- Developer: Infocom
- Publisher: Infocom
- Designer: Dave Lebling
- Engine: Z-machine
- Platforms: Apple II, Atari 8-bit, Commodore 64, Plus/4, IBM PC, TRS-80, TI-99/4A, Amiga, Atari ST
- Release: Release 15: September 1, 1982 Release 17: October 21, 1982
- Genre: Interactive fiction
- Mode: Single-player

= Starcross (video game) =

1982 video game

Starcross is an interactive fiction game written by Dave Lebling and published in 1982 by Infocom. The game was released for the IBM PC (as a self-booting disk), Apple II, Atari 8-bit computers, Commodore 64, TRS-80, TI-99/4A, and later the Atari ST and Amiga. It was Infocom's fifth game and first in the science fiction genre. Starcross takes place in the year 2186, when the player's character is a lone black hole miner exploring an asteroid belt. It sold 90,315 copies.

==Gameplay==
The player's ship, the Starcross, is fitted with a mass detector to look for "quantum black holes", which are such powerful sources of energy that one could provide a wealth of riches. When the mass detector finally discovers an anomaly, however, it is not a black hole but something else entirely: a massive craft of unknown origin and composition.

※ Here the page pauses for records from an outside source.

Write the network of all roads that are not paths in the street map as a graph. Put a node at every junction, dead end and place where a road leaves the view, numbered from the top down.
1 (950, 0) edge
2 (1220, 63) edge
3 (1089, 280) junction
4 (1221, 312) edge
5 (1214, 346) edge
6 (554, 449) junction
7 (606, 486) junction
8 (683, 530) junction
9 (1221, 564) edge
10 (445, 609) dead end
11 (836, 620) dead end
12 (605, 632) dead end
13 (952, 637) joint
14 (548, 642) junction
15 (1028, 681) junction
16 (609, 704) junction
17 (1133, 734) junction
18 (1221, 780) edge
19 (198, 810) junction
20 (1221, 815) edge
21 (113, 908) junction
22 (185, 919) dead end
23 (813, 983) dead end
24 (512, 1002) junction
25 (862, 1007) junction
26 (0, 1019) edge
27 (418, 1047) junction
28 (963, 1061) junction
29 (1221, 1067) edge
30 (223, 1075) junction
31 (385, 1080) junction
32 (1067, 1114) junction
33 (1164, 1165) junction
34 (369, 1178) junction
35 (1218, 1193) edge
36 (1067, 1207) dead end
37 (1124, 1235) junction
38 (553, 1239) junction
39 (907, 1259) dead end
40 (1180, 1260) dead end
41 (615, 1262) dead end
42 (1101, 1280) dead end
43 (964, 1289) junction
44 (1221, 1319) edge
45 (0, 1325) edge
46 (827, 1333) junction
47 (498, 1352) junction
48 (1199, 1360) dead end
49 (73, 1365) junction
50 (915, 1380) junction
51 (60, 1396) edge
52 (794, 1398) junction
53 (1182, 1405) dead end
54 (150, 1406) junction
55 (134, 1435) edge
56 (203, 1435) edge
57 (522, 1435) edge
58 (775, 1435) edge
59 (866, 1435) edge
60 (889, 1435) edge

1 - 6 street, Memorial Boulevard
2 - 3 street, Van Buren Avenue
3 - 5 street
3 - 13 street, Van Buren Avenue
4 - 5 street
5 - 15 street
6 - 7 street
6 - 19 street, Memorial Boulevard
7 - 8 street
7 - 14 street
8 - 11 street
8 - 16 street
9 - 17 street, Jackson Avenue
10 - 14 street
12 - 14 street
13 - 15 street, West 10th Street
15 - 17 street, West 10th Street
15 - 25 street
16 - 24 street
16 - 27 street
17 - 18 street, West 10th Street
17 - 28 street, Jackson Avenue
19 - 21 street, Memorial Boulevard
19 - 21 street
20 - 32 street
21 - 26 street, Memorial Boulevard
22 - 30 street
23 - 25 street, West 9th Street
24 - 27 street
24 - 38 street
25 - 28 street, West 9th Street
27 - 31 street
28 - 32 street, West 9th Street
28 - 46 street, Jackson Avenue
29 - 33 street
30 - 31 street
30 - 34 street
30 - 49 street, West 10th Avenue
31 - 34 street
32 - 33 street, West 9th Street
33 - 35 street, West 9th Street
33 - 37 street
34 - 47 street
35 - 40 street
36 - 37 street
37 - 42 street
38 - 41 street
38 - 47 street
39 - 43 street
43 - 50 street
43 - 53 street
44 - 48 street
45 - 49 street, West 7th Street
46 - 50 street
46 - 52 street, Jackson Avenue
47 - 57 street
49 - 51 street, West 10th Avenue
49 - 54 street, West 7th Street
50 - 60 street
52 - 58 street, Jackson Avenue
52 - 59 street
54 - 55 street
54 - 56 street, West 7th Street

The player must dock with the mysterious ship and gain entry to its interior. Once inside, the player discovers a wide variety of alien plant and animal species and an array of unfamiliar technology. Starcross has an appearance in Zork: The Undiscovered Underground.

Starcross has 39 ways to die.

==Release==
The original release of Starcross was packaged in a round, plastic UFO. Besides the disk and manual, it contained some physical items:
1. Log of the M.C.S. Starcross, a journal of the protagonist's experiences on the ship
2. A letter from the "Bureau of Extra-Solar Intelligence" providing advice for any encounters with alien lifeforms
3. A partial space map of charted masses, including instructions on how to use the navigation computer

==Reception==
Jerry Pournelle wrote in BYTE in 1983 of Starcross, "I am not fond of it as I am of Zork, but a number of science-fiction fans like it very much".